So here's the facts: the Democrats released a new strategy in the early afternoon of March 29. There was only one short mention of the plan on CNN in the first few hours of the press conference about it, and then a longer segment at 5 p.m.

The plan contained nothing that would significantly improve Iraq, and was a summary of things the Democrats have been talking about for months: screening 100 percent of imported cargo, increasing size of our Special Forces and National Guard, getting better body armor for troops, giving more resources to first responders, and giving more money for veterans benefits.

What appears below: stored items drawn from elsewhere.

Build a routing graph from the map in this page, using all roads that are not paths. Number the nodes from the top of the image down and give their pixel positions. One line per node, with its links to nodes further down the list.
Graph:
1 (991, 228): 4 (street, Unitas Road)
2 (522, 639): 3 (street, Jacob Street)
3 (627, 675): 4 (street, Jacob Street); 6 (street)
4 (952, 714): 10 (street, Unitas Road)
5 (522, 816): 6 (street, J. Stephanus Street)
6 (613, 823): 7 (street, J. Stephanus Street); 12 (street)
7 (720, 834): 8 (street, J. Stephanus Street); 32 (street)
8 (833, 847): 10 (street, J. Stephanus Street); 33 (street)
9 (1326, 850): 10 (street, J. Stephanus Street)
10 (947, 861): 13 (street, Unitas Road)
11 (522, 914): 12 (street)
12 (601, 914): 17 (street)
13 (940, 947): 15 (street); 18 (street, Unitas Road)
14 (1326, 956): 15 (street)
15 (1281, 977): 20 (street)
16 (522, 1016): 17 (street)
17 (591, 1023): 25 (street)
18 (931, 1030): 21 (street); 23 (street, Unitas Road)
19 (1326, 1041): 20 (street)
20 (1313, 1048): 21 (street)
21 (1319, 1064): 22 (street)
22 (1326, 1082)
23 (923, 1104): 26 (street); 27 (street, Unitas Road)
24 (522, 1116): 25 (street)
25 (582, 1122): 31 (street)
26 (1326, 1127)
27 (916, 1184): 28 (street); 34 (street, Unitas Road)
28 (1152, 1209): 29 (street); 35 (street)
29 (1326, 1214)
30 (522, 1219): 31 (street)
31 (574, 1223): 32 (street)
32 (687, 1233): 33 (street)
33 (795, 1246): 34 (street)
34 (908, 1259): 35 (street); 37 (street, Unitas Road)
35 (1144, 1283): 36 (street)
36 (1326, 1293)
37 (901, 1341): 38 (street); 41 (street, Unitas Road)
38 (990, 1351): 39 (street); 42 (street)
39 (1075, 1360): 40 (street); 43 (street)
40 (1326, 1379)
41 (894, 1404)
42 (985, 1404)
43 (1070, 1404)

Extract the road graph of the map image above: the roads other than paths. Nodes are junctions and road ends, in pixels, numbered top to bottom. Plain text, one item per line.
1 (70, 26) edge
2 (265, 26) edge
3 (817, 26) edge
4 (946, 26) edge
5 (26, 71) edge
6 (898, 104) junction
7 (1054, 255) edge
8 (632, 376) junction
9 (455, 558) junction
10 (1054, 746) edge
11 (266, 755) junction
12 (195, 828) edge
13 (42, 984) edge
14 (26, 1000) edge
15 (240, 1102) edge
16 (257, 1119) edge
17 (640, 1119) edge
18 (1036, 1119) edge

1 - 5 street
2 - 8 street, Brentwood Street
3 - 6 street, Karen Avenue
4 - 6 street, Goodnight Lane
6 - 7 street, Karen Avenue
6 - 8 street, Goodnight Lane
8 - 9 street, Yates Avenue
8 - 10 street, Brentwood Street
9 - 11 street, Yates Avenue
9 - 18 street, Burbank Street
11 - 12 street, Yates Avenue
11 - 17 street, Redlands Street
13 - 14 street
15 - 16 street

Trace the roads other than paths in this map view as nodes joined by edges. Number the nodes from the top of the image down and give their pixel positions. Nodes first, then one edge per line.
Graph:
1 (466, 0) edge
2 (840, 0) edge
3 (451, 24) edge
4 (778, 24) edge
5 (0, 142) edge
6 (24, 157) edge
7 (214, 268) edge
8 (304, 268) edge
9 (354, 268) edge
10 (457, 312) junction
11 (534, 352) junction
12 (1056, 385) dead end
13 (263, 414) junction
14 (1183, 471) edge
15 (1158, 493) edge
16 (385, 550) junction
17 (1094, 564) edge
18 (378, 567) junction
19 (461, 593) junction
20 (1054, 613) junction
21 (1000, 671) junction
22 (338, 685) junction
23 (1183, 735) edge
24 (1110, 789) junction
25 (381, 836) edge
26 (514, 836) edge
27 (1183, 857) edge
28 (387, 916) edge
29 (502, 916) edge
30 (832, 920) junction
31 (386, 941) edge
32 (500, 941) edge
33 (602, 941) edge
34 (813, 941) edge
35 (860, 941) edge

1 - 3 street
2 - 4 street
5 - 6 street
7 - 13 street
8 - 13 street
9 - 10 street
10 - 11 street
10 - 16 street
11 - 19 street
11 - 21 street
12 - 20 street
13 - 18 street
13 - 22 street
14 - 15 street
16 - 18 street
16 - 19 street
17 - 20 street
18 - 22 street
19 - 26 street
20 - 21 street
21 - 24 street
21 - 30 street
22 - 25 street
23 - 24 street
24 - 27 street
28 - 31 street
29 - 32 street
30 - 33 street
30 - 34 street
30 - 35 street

In the CNN story, reporter Dana Bash talks mostly about the plan in terms of the coming elections, which, of course, is primarily what the plan is about. Harry Reid is quoted extensively in the piece, criticizing Bush. She mentions the Democrats' "broad plan" for security, and says it is "some of the ideas that, frankly, we've heard before" and did not include a "clear plan for Iraq." Both of which are true: actually, I'd go farther and say it is verifiably true that there's no new idea in the plan that the Democrats have not been touting for weeks or months, if not years.

So, Media Matters is lying when it says the new strategy is ignored; it is at best debatable whether this strategy is "new" at all; and it is transparently hypocritical when it criticizes CNN for daring to treat this "plan" in the same way that Media Matters and CNN both treat Bush and Republican proposals that don't say anything new.

See how easy this game is to play? Let's go to the very next story: Going to the very next story, One day after covering GOP attack on Dem national security proposal, NY Times ignores its rollout .

Ah, same basic theme. Let's read on: apparently, this is one of those "true but stupid" statements: the Times gave significant coverage to the proposal the day it was rolled out, and didn't follow up the next day because there was nothing new to report. So there is absolutely no truth to the notion that the Times ignored the rollout of the plan, and in fact, they covered the plan in some depth: they just didn't cover it on a specific day.

And somehow the fact that it was published on March 29 and not March 30 is significant to these people. Probably because these people are simply not reasonable.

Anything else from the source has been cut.